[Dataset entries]
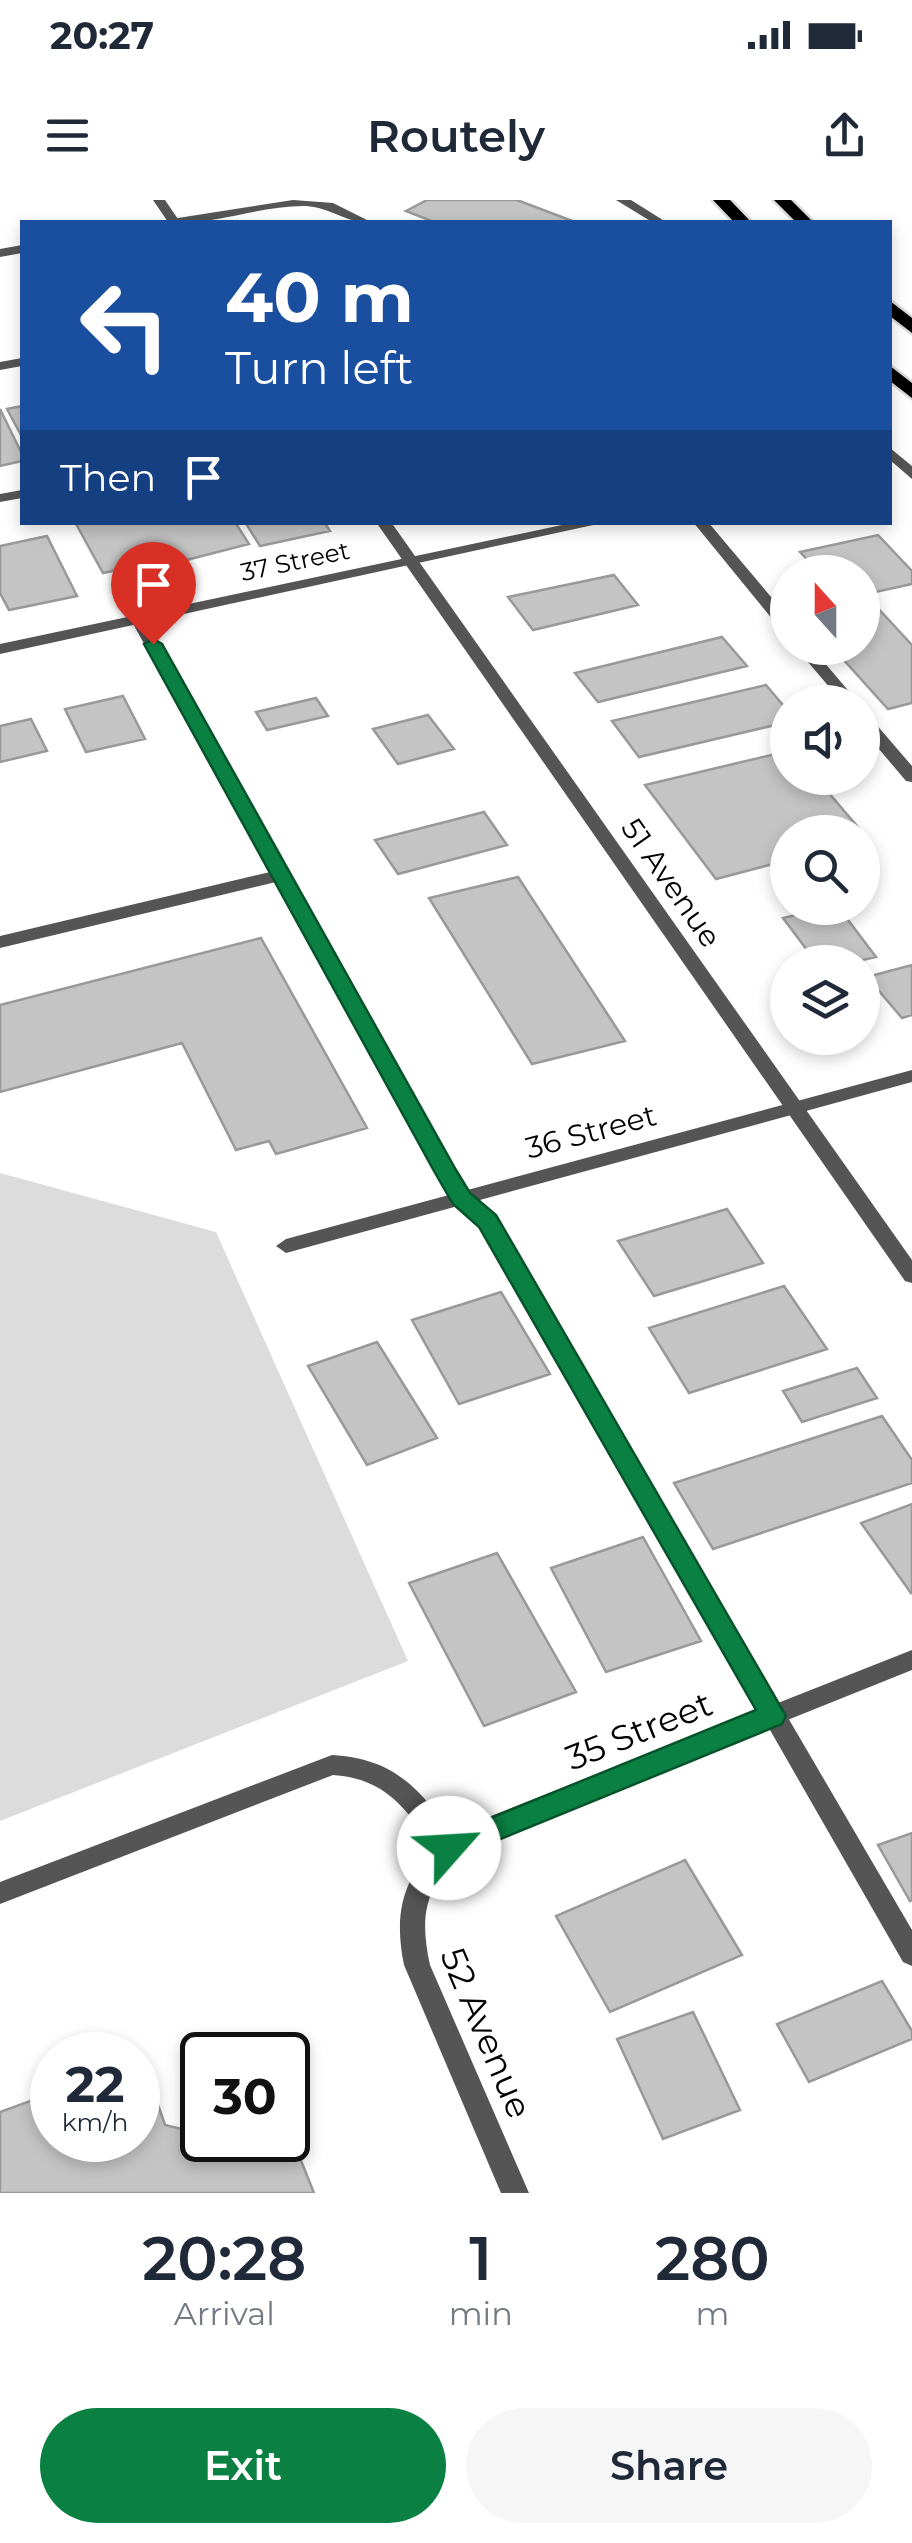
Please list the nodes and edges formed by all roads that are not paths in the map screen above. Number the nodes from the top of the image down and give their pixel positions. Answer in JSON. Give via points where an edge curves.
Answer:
{"nodes":[{"id":1,"x":622,"y":200,"type":"edge"},
{"id":2,"x":721,"y":200,"type":"edge"},
{"id":3,"x":782,"y":200,"type":"edge"},
{"id":4,"x":189,"y":220,"type":"edge"},
{"id":5,"x":360,"y":220,"type":"edge"},
{"id":6,"x":657,"y":220,"type":"edge"},
{"id":7,"x":742,"y":220,"type":"edge"},
{"id":8,"x":803,"y":220,"type":"edge"},
{"id":9,"x":892,"y":308,"type":"edge"},
{"id":10,"x":912,"y":328,"type":"edge"},
{"id":11,"x":892,"y":372,"type":"edge"},
{"id":12,"x":912,"y":393,"type":"edge"},
{"id":13,"x":898,"y":458,"type":"edge"},
{"id":14,"x":912,"y":474,"type":"edge"},
{"id":15,"x":386,"y":525,"type":"edge"},
{"id":16,"x":586,"y":525,"type":"edge"},
{"id":17,"x":702,"y":525,"type":"edge"},
{"id":18,"x":411,"y":562,"type":"junction"},
{"id":19,"x":770,"y":606,"type":"edge"},
{"id":20,"x":139,"y":620,"type":"junction"},
{"id":21,"x":0,"y":649,"type":"edge"},
{"id":22,"x":818,"y":665,"type":"edge"},
{"id":23,"x":836,"y":685,"type":"edge"},
{"id":24,"x":880,"y":739,"type":"edge"},
{"id":25,"x":912,"y":777,"type":"edge"},
{"id":26,"x":281,"y":875,"type":"junction"},
{"id":27,"x":0,"y":942,"type":"edge"},
{"id":28,"x":912,"y":1076,"type":"edge"},
{"id":29,"x":795,"y":1107,"type":"junction"},
{"id":30,"x":462,"y":1198,"type":"junction"},
{"id":31,"x":286,"y":1246,"type":"dead end"},
{"id":32,"x":912,"y":1276,"type":"edge"},
{"id":33,"x":912,"y":1660,"type":"edge"},
{"id":34,"x":773,"y":1716,"type":"junction"},
{"id":35,"x":449,"y":1848,"type":"junction"},
{"id":36,"x":0,"y":1893,"type":"edge"},
{"id":37,"x":912,"y":1954,"type":"edge"},
{"id":38,"x":515,"y":2193,"type":"edge"}],
"edges":[{"from":1,"to":6,"type":"street"},
{"from":2,"to":7,"type":"main road"},
{"from":3,"to":8,"type":"main road"},
{"from":4,"to":5,"type":"street","via":[[304,202]]},
{"from":9,"to":10,"type":"main road"},
{"from":11,"to":12,"type":"main road"},
{"from":13,"to":14,"type":"street"},
{"from":15,"to":18,"type":"street","name":"51 Avenue"},
{"from":16,"to":18,"type":"street","name":"37 Street"},
{"from":17,"to":19,"type":"street"},
{"from":18,"to":20,"type":"street","name":"37 Street"},
{"from":18,"to":29,"type":"street","name":"51 Avenue"},
{"from":20,"to":21,"type":"street","name":"37 Street"},
{"from":20,"to":26,"type":"street"},
{"from":22,"to":23,"type":"street"},
{"from":24,"to":25,"type":"street"},
{"from":26,"to":27,"type":"street"},
{"from":26,"to":30,"type":"street"},
{"from":28,"to":29,"type":"street","name":"36 Street"},
{"from":29,"to":30,"type":"street","name":"36 Street"},
{"from":29,"to":32,"type":"street","name":"51 Avenue"},
{"from":30,"to":31,"type":"street","name":"36 Street"},
{"from":30,"to":34,"type":"street","via":[[488,1221]]},
{"from":33,"to":34,"type":"street","name":"35 Street"},
{"from":34,"to":35,"type":"street","name":"35 Street"},
{"from":34,"to":37,"type":"street"},
{"from":35,"to":36,"type":"street","via":[[389,1777],[361,1765],[332,1765]]},
{"from":35,"to":38,"type":"street","name":"52 Avenue","via":[[422,1880],[409,1935]]}]}
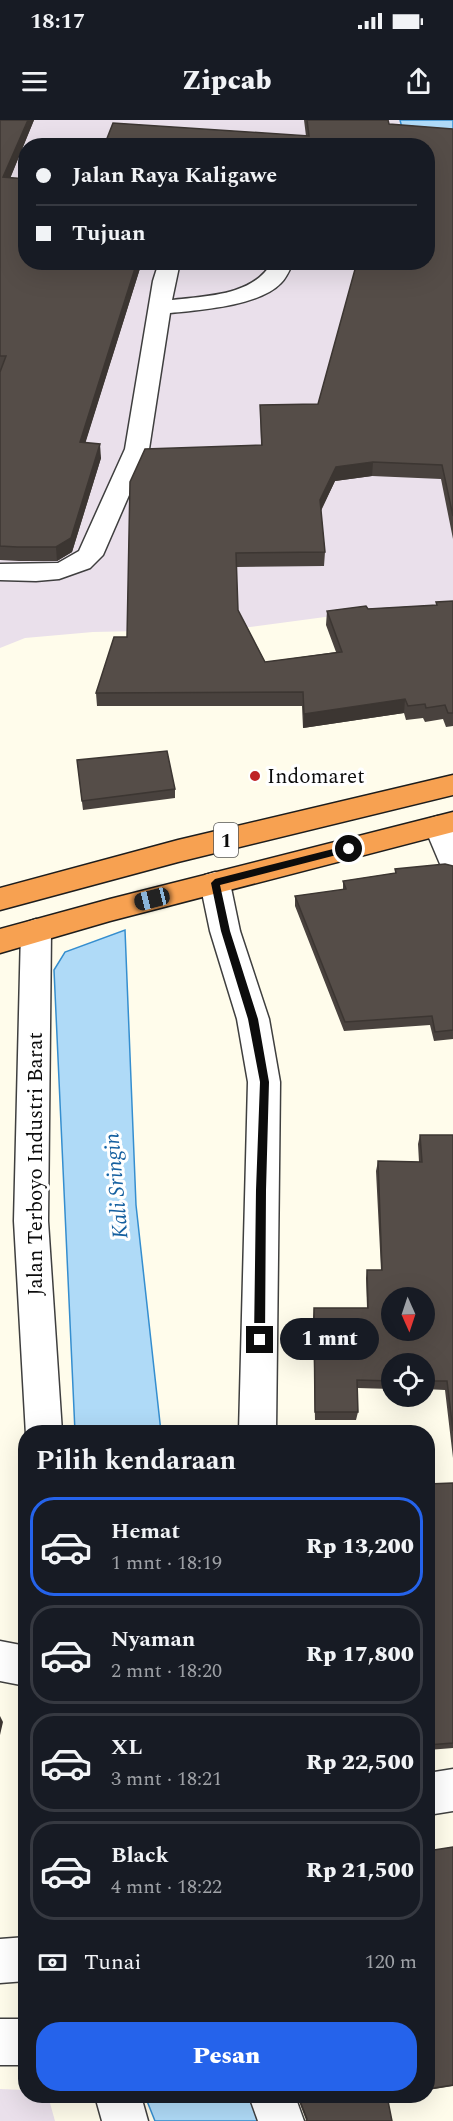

WHAT THE EXERCISE ASKS: When you transcribe the entries, reproduce each line exactly and skip any picture.

FINISHED TASK:
Please list the nodes and edges formed by all roads that are not paths in the map screen above. Number the nodes from the top of the image down and give their pixel positions. Answer in JSON. Give via points where an edge curves.
Answer:
{"nodes":[{"id":1,"x":622,"y":200,"type":"edge"},
{"id":2,"x":721,"y":200,"type":"edge"},
{"id":3,"x":782,"y":200,"type":"edge"},
{"id":4,"x":189,"y":220,"type":"edge"},
{"id":5,"x":360,"y":220,"type":"edge"},
{"id":6,"x":657,"y":220,"type":"edge"},
{"id":7,"x":742,"y":220,"type":"edge"},
{"id":8,"x":803,"y":220,"type":"edge"},
{"id":9,"x":892,"y":308,"type":"edge"},
{"id":10,"x":912,"y":328,"type":"edge"},
{"id":11,"x":892,"y":372,"type":"edge"},
{"id":12,"x":912,"y":393,"type":"edge"},
{"id":13,"x":898,"y":458,"type":"edge"},
{"id":14,"x":912,"y":474,"type":"edge"},
{"id":15,"x":386,"y":525,"type":"edge"},
{"id":16,"x":586,"y":525,"type":"edge"},
{"id":17,"x":702,"y":525,"type":"edge"},
{"id":18,"x":411,"y":562,"type":"junction"},
{"id":19,"x":770,"y":606,"type":"edge"},
{"id":20,"x":139,"y":620,"type":"junction"},
{"id":21,"x":0,"y":649,"type":"edge"},
{"id":22,"x":818,"y":665,"type":"edge"},
{"id":23,"x":836,"y":685,"type":"edge"},
{"id":24,"x":880,"y":739,"type":"edge"},
{"id":25,"x":912,"y":777,"type":"edge"},
{"id":26,"x":281,"y":875,"type":"junction"},
{"id":27,"x":0,"y":942,"type":"edge"},
{"id":28,"x":912,"y":1076,"type":"edge"},
{"id":29,"x":795,"y":1107,"type":"junction"},
{"id":30,"x":462,"y":1198,"type":"junction"},
{"id":31,"x":286,"y":1246,"type":"dead end"},
{"id":32,"x":912,"y":1276,"type":"edge"},
{"id":33,"x":912,"y":1660,"type":"edge"},
{"id":34,"x":773,"y":1716,"type":"junction"},
{"id":35,"x":449,"y":1848,"type":"junction"},
{"id":36,"x":0,"y":1893,"type":"edge"},
{"id":37,"x":912,"y":1954,"type":"edge"},
{"id":38,"x":515,"y":2193,"type":"edge"}],
"edges":[{"from":1,"to":6,"type":"street"},
{"from":2,"to":7,"type":"main road"},
{"from":3,"to":8,"type":"main road"},
{"from":4,"to":5,"type":"street","via":[[304,202]]},
{"from":9,"to":10,"type":"main road"},
{"from":11,"to":12,"type":"main road"},
{"from":13,"to":14,"type":"street"},
{"from":15,"to":18,"type":"street","name":"51 Avenue"},
{"from":16,"to":18,"type":"street","name":"37 Street"},
{"from":17,"to":19,"type":"street"},
{"from":18,"to":20,"type":"street","name":"37 Street"},
{"from":18,"to":29,"type":"street","name":"51 Avenue"},
{"from":20,"to":21,"type":"street","name":"37 Street"},
{"from":20,"to":26,"type":"street"},
{"from":22,"to":23,"type":"street"},
{"from":24,"to":25,"type":"street"},
{"from":26,"to":27,"type":"street"},
{"from":26,"to":30,"type":"street"},
{"from":28,"to":29,"type":"street","name":"36 Street"},
{"from":29,"to":30,"type":"street","name":"36 Street"},
{"from":29,"to":32,"type":"street","name":"51 Avenue"},
{"from":30,"to":31,"type":"street","name":"36 Street"},
{"from":30,"to":34,"type":"street","via":[[488,1221]]},
{"from":33,"to":34,"type":"street","name":"35 Street"},
{"from":34,"to":35,"type":"street","name":"35 Street"},
{"from":34,"to":37,"type":"street"},
{"from":35,"to":36,"type":"street","via":[[389,1777],[361,1765],[332,1765]]},
{"from":35,"to":38,"type":"street","name":"52 Avenue","via":[[422,1880],[409,1935]]}]}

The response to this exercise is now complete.